L’ultimo anno è stato segnato da nuove e costanti atrocità che hanno implicato la violenza sessuale in diversi conflitti e da parte di gruppi come Boko Haram e il cosiddetto Stato islamico dell’Iraq e di al-Sham (Isis). Alcune aggressioni nei confronti di donne e ragazze sono dovute puramente alla fede da loro professata. Sebbene oggi questa sia una grande preoccupazione per i cristiani, si tratta certamente di una questione in cui la nostra natura umana condivisa, trascendendo tutte le religioni e le culture, esige l’impegno comune degli appartenenti a tutte le confessioni e dei governi, per condannare con forza e per combattere simili atti atroci, nonché per farsi avanti e proteggere quanti sono minacciati.

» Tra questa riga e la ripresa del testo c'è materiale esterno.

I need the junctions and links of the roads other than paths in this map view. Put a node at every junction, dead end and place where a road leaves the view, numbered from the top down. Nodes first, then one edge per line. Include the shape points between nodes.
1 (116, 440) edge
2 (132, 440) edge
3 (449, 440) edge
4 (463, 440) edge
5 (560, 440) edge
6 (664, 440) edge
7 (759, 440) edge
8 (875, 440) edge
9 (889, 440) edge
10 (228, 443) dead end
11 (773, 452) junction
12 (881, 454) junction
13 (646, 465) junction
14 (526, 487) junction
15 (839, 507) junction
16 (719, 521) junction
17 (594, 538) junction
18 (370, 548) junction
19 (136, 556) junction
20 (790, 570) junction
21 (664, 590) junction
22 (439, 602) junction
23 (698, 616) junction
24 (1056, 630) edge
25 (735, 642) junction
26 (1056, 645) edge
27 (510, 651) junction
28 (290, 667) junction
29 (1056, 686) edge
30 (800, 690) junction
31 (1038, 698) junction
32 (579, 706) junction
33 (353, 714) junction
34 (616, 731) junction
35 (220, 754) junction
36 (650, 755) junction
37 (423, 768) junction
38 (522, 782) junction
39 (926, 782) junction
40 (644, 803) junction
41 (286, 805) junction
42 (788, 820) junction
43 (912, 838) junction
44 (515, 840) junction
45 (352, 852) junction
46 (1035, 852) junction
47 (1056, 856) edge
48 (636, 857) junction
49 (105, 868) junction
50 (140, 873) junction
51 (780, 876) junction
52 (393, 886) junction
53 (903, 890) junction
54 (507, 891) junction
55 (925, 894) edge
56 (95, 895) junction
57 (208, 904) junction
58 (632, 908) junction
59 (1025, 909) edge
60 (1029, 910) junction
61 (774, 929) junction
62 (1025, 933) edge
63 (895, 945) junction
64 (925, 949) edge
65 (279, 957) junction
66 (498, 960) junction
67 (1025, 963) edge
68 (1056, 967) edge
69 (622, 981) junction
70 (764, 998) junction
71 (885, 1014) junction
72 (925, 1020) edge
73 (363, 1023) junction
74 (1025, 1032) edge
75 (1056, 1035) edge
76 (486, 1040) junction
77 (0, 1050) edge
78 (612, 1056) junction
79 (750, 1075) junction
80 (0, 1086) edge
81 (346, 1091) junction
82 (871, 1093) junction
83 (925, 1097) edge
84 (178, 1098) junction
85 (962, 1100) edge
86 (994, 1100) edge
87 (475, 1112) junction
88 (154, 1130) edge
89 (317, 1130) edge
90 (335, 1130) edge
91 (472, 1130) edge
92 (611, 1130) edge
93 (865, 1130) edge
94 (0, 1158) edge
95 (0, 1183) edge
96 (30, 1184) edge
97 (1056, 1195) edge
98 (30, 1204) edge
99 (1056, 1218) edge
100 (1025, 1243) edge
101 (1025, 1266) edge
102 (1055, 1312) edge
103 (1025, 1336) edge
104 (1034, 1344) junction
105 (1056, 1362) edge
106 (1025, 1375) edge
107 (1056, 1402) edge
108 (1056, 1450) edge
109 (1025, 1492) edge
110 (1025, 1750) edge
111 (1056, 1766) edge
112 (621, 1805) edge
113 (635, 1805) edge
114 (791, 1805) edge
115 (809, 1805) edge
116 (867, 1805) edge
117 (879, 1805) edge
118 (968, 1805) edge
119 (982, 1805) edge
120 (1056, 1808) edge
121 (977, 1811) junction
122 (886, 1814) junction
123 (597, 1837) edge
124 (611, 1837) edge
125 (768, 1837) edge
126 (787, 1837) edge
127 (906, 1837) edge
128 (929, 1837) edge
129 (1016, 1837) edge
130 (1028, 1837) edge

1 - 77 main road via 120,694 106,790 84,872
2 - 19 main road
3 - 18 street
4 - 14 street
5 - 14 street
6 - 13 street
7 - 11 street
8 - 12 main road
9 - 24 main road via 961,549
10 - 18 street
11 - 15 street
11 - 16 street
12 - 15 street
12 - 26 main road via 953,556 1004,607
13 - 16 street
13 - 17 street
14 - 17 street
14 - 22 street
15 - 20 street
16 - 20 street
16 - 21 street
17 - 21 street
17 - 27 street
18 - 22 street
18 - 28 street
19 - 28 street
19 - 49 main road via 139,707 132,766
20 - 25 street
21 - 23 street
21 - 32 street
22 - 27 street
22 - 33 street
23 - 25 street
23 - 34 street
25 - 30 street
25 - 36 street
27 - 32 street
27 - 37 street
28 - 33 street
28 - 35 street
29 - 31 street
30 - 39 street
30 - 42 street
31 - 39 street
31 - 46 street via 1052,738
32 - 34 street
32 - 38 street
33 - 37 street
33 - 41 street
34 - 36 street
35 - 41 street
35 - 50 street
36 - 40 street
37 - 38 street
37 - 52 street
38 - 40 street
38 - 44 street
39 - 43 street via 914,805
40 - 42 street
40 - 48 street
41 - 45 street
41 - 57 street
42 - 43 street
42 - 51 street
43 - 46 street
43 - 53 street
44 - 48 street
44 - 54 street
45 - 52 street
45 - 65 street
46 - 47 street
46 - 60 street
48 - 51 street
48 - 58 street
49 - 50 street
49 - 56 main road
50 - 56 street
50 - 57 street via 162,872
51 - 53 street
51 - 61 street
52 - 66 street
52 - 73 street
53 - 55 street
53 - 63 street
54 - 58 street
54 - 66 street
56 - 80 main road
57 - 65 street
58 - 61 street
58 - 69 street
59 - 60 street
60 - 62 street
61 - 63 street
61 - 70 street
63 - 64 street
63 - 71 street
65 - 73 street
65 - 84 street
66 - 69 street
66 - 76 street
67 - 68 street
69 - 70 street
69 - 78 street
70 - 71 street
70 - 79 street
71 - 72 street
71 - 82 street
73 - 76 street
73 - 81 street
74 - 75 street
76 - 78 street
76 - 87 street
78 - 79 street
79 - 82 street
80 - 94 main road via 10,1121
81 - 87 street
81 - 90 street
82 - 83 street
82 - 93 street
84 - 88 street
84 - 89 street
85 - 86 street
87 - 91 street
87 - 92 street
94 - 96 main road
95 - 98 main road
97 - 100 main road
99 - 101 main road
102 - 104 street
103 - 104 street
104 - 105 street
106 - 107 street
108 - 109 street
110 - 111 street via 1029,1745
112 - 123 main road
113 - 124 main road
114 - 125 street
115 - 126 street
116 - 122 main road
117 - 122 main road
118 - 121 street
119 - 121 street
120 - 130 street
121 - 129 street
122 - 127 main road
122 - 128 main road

Sembra che, negli ultimi anni, siano emerse una più grande consapevolezza internazionale circa la piaga del traffico umano, e anche una risposta crescente. È auspicabile che ci sia una percezione sempre maggiore di quello che Papa Francesco ha definito il “trauma”, che colpisce “corpo [e] anima”, dello stupro come strumento di guerra. Riadattando un’osservazione di Sua Santità, un calo della borsa di due punti è notizia da prima pagina, mentre la violazione di centinaia o persino migliaia di donne passerebbe inosservata.

Signora Presidente,

La mia Delegazione appoggia quei processi indicati nelle successive relazioni presentate dalla Segreteria Generale, in quanto essenziali per assicurare la giustizia alle donne aggredite nei conflitti: indagini efficaci e documentazione; procedimenti coerenti e rigorosi; e ricerche costanti e responsabilità relative alle cause fondamentali della violenza sessuale e di altro genere nei conflitti armati. Sosteniamo gli sforzi per fornire servizi legali, medici e sociali adeguati alle singole donne colpite, alle testimoni e alle sopravvissute, nonché ai loro familiari. Grazie alla presenza locale permanente della Chiesa cattolica nelle aree del mondo più colpite dalle tragedie, una rete di istituzioni e di agenzie cattoliche rispondono in modo rapido ed efficace per far fronte alle conseguenze della violenza nei conflitti armati.

È però sempre doloroso vedere che alcuni continuano a promuovere l’aborto di nascituri come parte del “trattamento” o della risposta all’aggressione subita dalle madri. Ciò contraddice la missione di pace e di sicurezza delle Nazioni Unite e propone di rispondere alla violenza con altra violenza.

Signora Presidente,

È stato spesso osservato in questo organismo, ed è vero, che le donne non sono soltanto vittime, ma anche agenti e collaboratrici necessarie nel lavoro di prevenzione e di risoluzione dei conflitti. Senza il loro contributo, governi, negoziatori e gruppi della società civile non possono comprendere il problema, né proporre soluzioni efficaci. Inoltre, è importante proseguire in ogni Stato membro il lavoro costante e paziente di realizzare una giustizia strutturale per le donne in ogni settore della società. Una visione corretta del ruolo delle donne nella società e la loro integrazione in ogni settore sociale sono aspetti fondamentali per la prevenzione della violenza.

Grazie, Signora Presidente.


* L'Osservatore Romano, ed. quotidiana, Anno CLV, n. 092 23/04/2015.